U.S. Food & Drug Administration (FDA) — enforcement report

Recall number

Z-1877-2017

FDA classification

Class II

Brand / firm

Cardiovascular Systems Inc

Sold / distributed

US Nationwide in the states of: AK, AL, AR, AZ, CA, CO, FL, GA, IA, ID, IL, IN, KS, KY, LA, MA, MI, MN, MO, MS, NC, NJ, NY, OH, OR, PA, SC, SD, TN, TX, and WA

Why it was recalled

CSI is recalling three lots of VIPERWIRE ADVANCE WITH FLEXTIP PERIPHERAL ATHERECTOMY GUIDEWIRE . It was discovered that 0.018in ViperWire Advance with Flextip product was packaged as a 0.014in ViperWire Advance with Flextip.

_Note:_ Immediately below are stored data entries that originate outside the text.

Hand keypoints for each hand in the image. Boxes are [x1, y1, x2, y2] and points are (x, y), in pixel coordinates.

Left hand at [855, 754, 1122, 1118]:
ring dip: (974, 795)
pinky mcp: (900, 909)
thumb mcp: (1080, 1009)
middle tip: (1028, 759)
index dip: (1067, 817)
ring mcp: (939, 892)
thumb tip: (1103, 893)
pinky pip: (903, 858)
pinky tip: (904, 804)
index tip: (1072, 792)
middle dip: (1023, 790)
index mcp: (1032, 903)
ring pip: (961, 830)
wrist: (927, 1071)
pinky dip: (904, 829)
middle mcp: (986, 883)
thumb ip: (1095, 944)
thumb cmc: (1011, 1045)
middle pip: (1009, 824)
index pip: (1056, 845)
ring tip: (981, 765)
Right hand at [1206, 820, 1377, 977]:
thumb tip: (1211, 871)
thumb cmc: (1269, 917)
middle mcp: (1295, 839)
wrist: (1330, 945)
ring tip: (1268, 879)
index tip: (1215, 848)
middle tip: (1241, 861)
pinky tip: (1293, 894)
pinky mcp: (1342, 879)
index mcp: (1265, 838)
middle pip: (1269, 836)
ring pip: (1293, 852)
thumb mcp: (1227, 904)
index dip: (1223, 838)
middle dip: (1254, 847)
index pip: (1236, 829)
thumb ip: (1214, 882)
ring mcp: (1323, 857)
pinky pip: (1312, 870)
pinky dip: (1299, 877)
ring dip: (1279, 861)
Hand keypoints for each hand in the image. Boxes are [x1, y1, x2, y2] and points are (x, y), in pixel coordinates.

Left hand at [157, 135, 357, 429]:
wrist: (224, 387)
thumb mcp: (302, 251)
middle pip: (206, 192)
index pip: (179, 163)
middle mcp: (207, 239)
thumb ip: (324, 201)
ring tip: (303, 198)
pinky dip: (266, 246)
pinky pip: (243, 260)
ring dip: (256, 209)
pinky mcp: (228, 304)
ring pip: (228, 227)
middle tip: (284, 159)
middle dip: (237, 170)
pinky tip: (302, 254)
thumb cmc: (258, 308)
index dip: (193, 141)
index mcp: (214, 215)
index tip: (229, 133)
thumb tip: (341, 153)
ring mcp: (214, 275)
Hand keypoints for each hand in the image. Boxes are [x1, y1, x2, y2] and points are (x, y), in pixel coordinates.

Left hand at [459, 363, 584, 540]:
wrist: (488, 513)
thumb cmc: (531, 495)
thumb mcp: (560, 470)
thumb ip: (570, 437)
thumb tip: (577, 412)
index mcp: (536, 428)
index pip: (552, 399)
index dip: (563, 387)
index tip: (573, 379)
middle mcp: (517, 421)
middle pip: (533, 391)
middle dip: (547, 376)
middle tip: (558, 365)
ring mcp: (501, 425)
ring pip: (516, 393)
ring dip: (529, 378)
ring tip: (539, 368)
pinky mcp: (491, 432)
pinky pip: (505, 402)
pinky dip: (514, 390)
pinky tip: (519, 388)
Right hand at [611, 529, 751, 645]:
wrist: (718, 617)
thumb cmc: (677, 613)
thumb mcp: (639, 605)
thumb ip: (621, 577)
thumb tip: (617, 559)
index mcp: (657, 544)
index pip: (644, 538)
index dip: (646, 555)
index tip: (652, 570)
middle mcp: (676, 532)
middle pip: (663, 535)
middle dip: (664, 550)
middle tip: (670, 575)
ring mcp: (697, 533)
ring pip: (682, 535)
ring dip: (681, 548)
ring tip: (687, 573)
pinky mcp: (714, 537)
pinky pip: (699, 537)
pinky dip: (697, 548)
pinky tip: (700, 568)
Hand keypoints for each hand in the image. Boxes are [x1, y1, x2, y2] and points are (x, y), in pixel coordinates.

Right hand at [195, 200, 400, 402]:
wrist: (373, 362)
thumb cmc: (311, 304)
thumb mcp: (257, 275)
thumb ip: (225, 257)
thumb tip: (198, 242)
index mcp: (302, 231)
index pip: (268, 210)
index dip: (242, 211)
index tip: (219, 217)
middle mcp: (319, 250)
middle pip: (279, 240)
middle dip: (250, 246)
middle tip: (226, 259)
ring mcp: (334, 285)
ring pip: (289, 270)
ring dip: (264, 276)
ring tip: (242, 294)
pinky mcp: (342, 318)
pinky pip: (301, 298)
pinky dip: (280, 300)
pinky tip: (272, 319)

Class II means using this product may cause temporary or medically reversible health problems; the chance of serious harm is remote.

What was recalled

ViperWire Advance with Flextip Peripheral Atherectomy Guide Wire, Part Number: 7-10026-01,Model Number: VPR-GW-FT14. Product Usage: The Stealth 360 Orbital PAD System and the Diamondback 360 Peripheral Orbital Atherectomy System are percutaneous orbital atherectomy systems indicated for use as therapy in patients with occlusive atherosclerotic disease in peripheral arteries and who are acceptable candidates for percutaneous transluminal atherectomy. The OAS supports removal of stenotic material from artificial arteriovenous dialysis fistulae (AV shunt). The OAS is a percutaneous orbital atherectomy system indicated as a therapy in patients with occluded hemodialysis grafts who are acceptable candidates for percutaneous transluminal angioplasty.